I have actually thought of a similar idea but with different materials. Skin-on-frame kayaks, and some canvas canoes use the fabric to hold out the water. The fabric itself is flexible to allow the frame members to flex, and all of the structural loads are taken by the frame (usually wood, but it does not have to be wood). The only function of the fabric is to "seal" the hull.

What if you built a full sized cruising boat (25 to 40 ft loa) with a structural frame and planks applied with a 1 inch to 1/4 inch gap (less fitting and faster hull covering). The strips must be sanded and fared, and then apply a very heavy (like 28 oz) polyester or nylon fabric skin, with polyurethane or even hypalon paint sealant applied after the fabric is secured. It would have noticeable "lines" on the hull, but not too much since the planks are rounded to match the curve of the adjoining planks.
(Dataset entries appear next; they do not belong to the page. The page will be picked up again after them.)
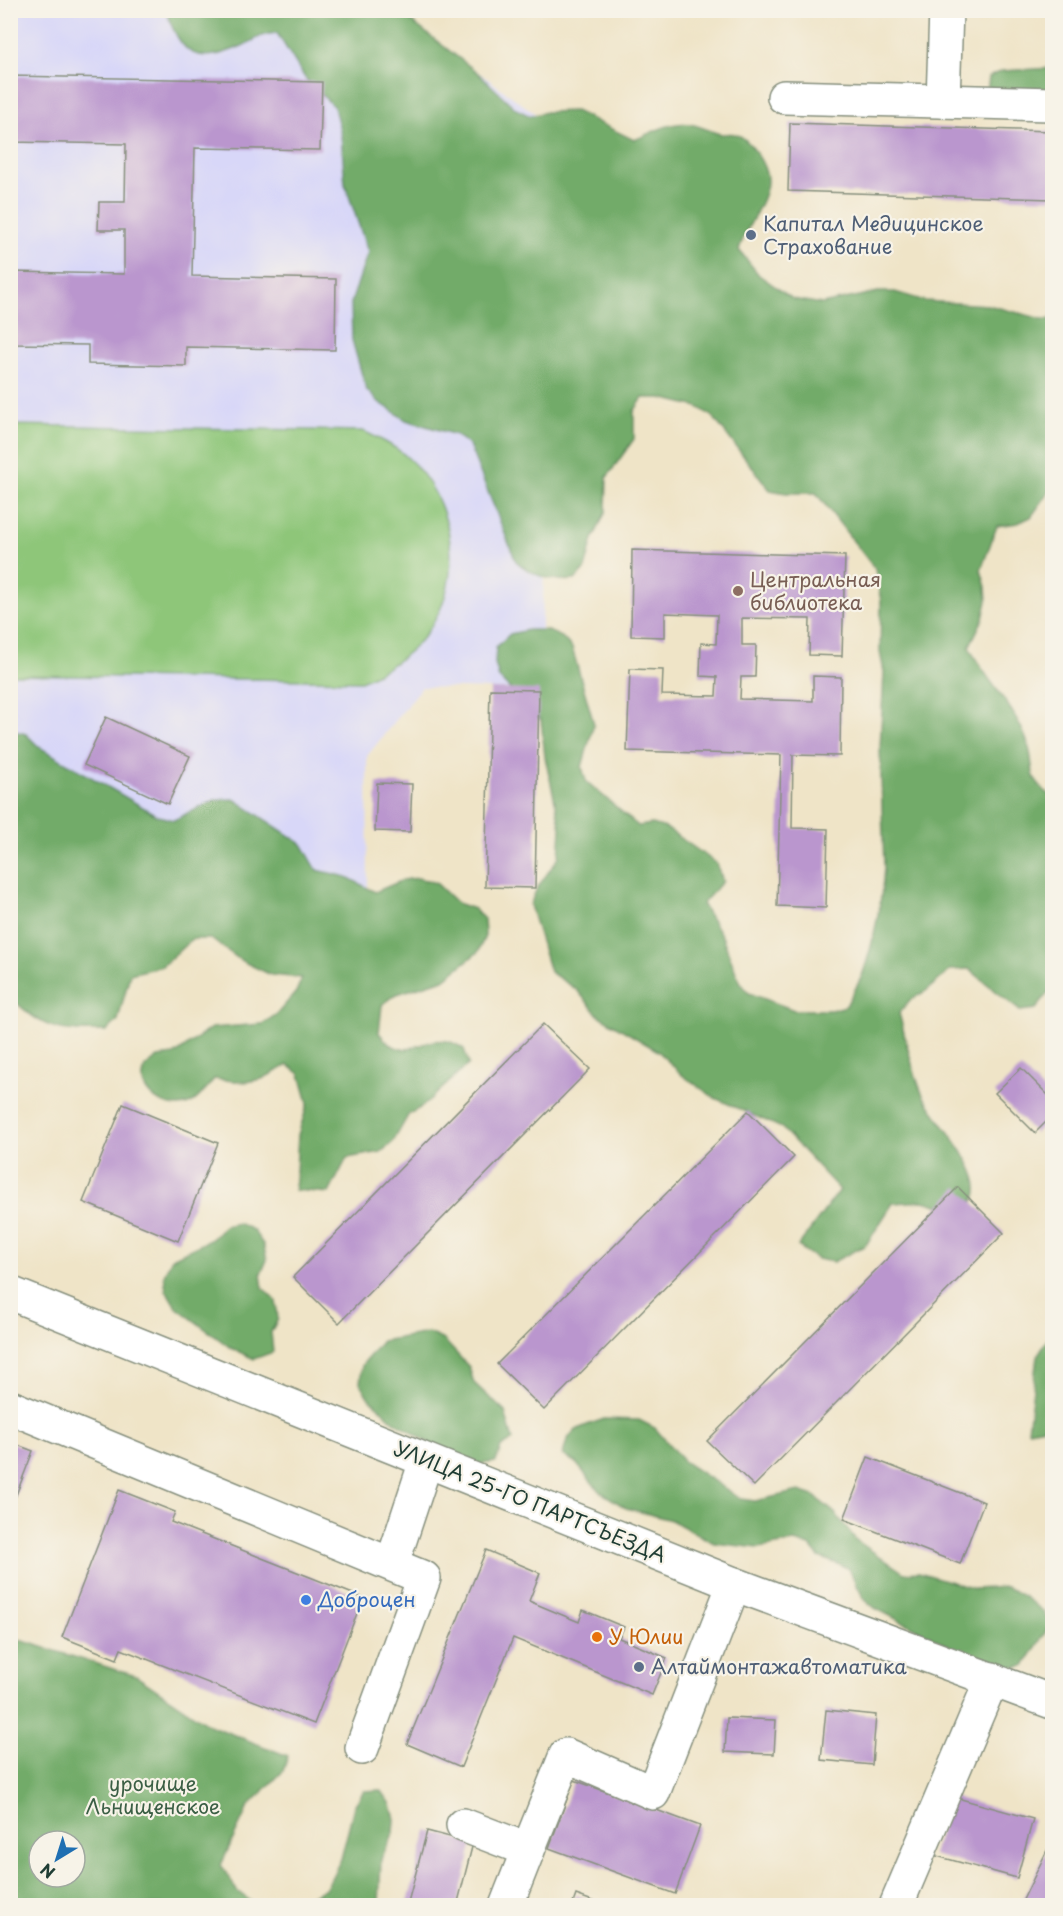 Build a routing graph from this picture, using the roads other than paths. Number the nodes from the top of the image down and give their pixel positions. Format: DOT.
graph roads {
  1 [pos="946,10"];
  2 [pos="784,97"];
  3 [pos="943,101"];
  4 [pos="1053,104"];
  5 [pos="10,1293"];
  6 [pos="10,1407"];
  7 [pos="426,1461"];
  8 [pos="392,1564"];
  9 [pos="734,1584"];
  10 [pos="992,1679"];
  11 [pos="1053,1702"];
  12 [pos="362,1748"];
  13 [pos="464,1825"];
  14 [pos="528,1850"];
  15 [pos="506,1905"];
  16 [pos="896,1905"];
  1 -- 3 [label="street"];
  2 -- 3 [label="street"];
  3 -- 4 [label="street"];
  5 -- 7 [label="street, УЛИЦА 25-ГО ПАРТСЪЕЗДА"];
  6 -- 8 [label="street"];
  7 -- 8 [label="street"];
  7 -- 9 [label="street, УЛИЦА 25-ГО ПАРТСЪЕЗДА"];
  8 -- 12 [label="street"];
  9 -- 10 [label="street, УЛИЦА 25-ГО ПАРТСЪЕЗДА"];
  9 -- 14 [label="street"];
  10 -- 11 [label="street, УЛИЦА 25-ГО ПАРТСЪЕЗДА"];
  10 -- 16 [label="street"];
  13 -- 14 [label="street"];
  14 -- 15 [label="street"];
} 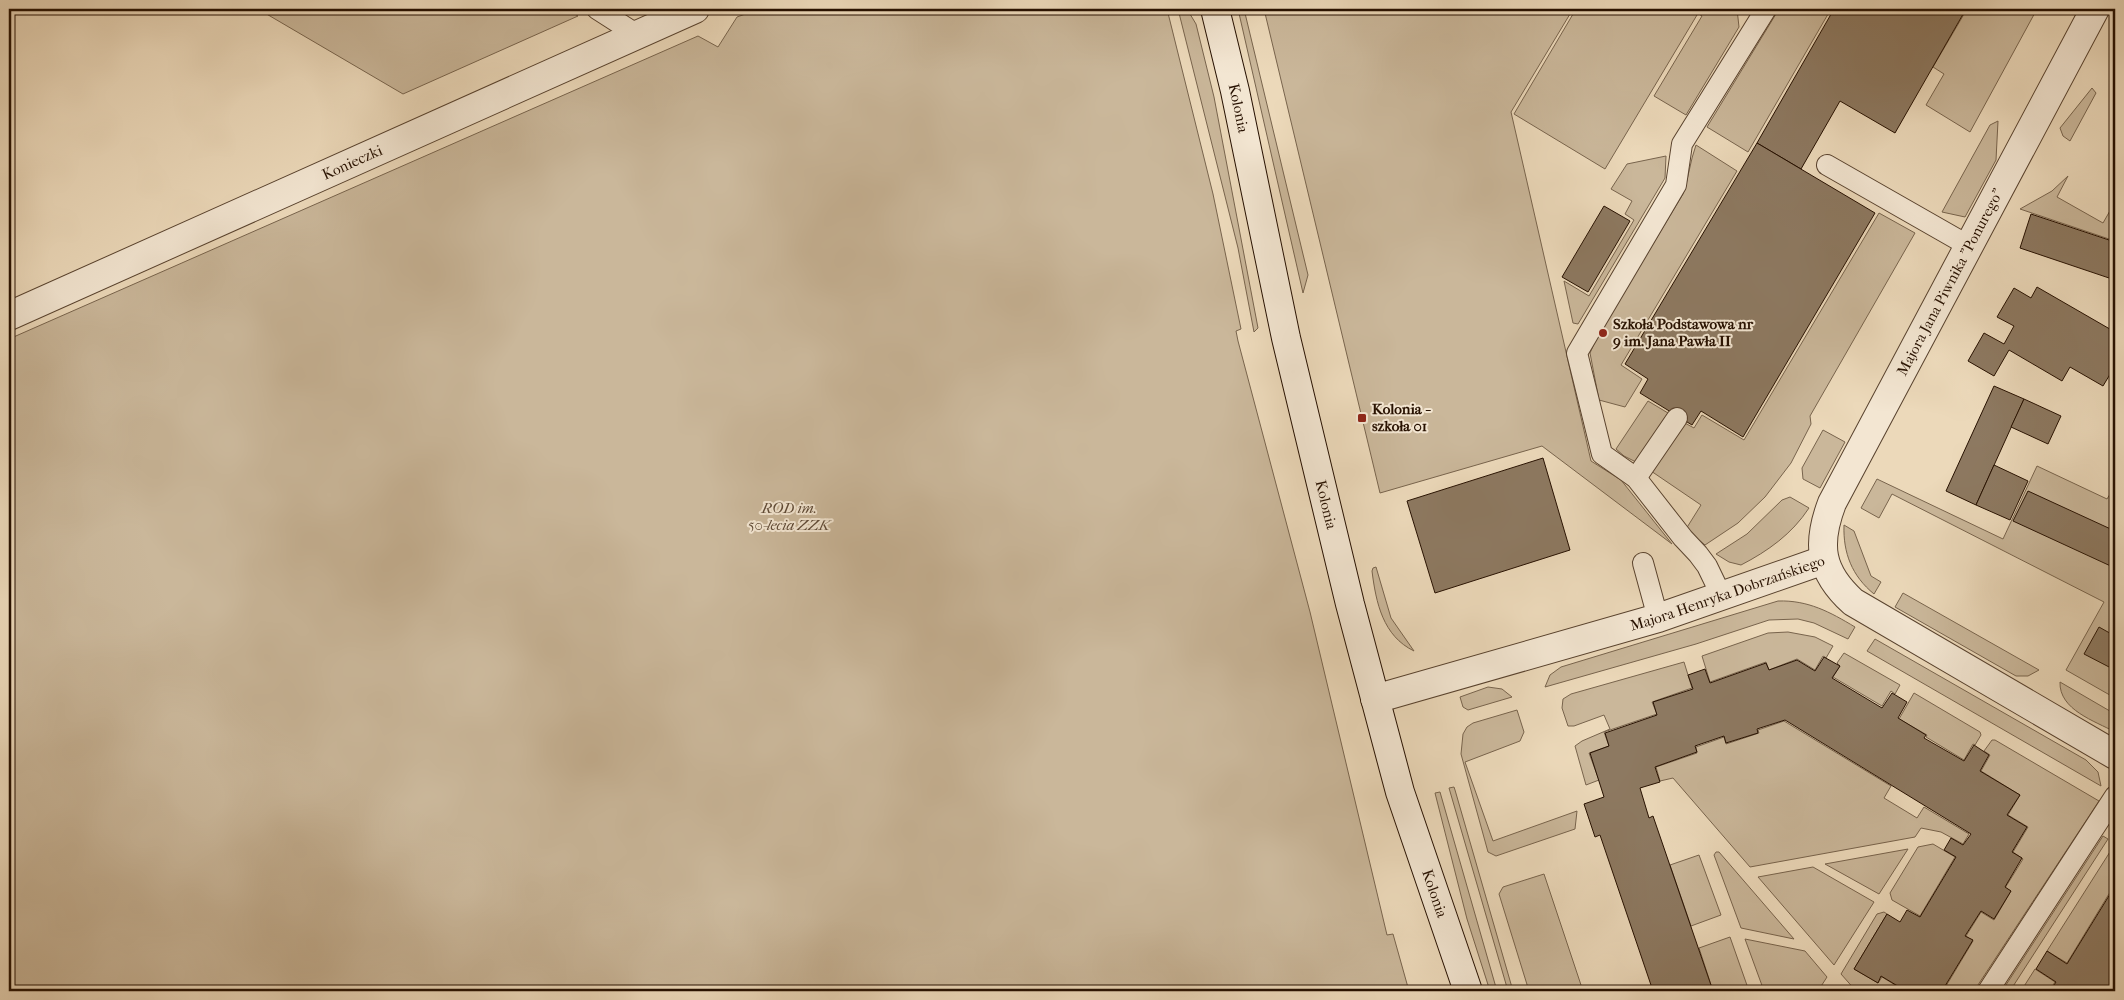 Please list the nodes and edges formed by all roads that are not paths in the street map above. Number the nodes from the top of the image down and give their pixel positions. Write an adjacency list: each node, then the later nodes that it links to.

The skin fastening could be held on and or covered with metal or wood (or even fiberglass) trim strips or rub rails.

To service the hull the skin could be partially removed, repairs done, and then replaced. If the skin wears out or gets badly damaged it can be replaced. This construction method would be much faster and less expensive than conventional plank hulls.

The only disadvantage is you can not have hollows in the hull design (you can actually but you would have hand stitch the fabric into the hollows between the planks, but it is not pretty). Also the inside of the hull will have a lot of little gapes to to catch debris and garbage, so it would be hard to keep clean (fill these gaps from the inside after the skin is on with silicone or latex caulk perhaps?)

This is already done on deck topsides, and it is done on canoes and kayaks, why not much larger boats? Some day I was thinking of trying this out. I have built 7 sea kayaks this way, and one 14 foot sloop.

rfnk
10-01-2008, 10:55 PM
I think there'd be three problems with a `skin on frame' approach to building a cruising yacht as opposed to a skiff or kayak. Firstly, the design provides little resistance to impact, especially from anything sharp, unless some sort of bulletproof membrane could be made. Secondly, assuming there's a skin on the inside as well, you'd have a whole lot of voids. The expansion and contraction of the air in these voids from temperature changes and the everyday pressures of sailing would introduce huge amounts of water into the structure, causing all kinds of problems. Thirdly, wouldn't the hull be too flexible if constructed in this way (affecting performance)?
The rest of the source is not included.